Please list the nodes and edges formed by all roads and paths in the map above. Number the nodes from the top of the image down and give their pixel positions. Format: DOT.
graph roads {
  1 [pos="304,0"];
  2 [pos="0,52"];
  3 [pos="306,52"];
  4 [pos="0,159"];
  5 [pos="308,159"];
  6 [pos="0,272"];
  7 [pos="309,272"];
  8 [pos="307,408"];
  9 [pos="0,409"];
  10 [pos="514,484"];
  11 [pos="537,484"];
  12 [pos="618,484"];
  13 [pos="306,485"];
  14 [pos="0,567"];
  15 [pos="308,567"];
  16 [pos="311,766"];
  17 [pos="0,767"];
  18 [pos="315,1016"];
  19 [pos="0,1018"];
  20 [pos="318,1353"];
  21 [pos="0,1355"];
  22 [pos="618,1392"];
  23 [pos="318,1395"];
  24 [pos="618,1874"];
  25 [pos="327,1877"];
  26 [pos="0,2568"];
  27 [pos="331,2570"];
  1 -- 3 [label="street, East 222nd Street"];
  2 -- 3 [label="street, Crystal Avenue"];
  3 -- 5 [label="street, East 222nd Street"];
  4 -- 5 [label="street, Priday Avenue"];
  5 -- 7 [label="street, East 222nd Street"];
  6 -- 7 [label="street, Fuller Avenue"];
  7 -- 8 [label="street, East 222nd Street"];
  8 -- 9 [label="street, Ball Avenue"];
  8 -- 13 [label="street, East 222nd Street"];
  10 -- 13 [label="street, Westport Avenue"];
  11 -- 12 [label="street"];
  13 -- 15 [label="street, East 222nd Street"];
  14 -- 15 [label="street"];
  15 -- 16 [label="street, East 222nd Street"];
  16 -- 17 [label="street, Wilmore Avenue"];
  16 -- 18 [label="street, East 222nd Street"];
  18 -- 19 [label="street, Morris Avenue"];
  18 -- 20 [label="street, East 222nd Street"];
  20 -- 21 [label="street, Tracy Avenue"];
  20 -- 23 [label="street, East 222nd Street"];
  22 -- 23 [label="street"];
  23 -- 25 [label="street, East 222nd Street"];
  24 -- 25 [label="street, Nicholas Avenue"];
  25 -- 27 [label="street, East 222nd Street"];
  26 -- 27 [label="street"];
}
◇ ◇ ◇
- _Instructions to follow_: Bring together all lines from the listing that contain the word "East".

- _Written response_:
  1 -- 3 [label="street, East 222nd Street"];
  3 -- 5 [label="street, East 222nd Street"];
  5 -- 7 [label="street, East 222nd Street"];
  7 -- 8 [label="street, East 222nd Street"];
  8 -- 13 [label="street, East 222nd Street"];
  13 -- 15 [label="street, East 222nd Street"];
  15 -- 16 [label="street, East 222nd Street"];
  16 -- 18 [label="street, East 222nd Street"];
  18 -- 20 [label="street, East 222nd Street"];
  20 -- 23 [label="street, East 222nd Street"];
  23 -- 25 [label="street, East 222nd Street"];
  25 -- 27 [label="street, East 222nd Street"];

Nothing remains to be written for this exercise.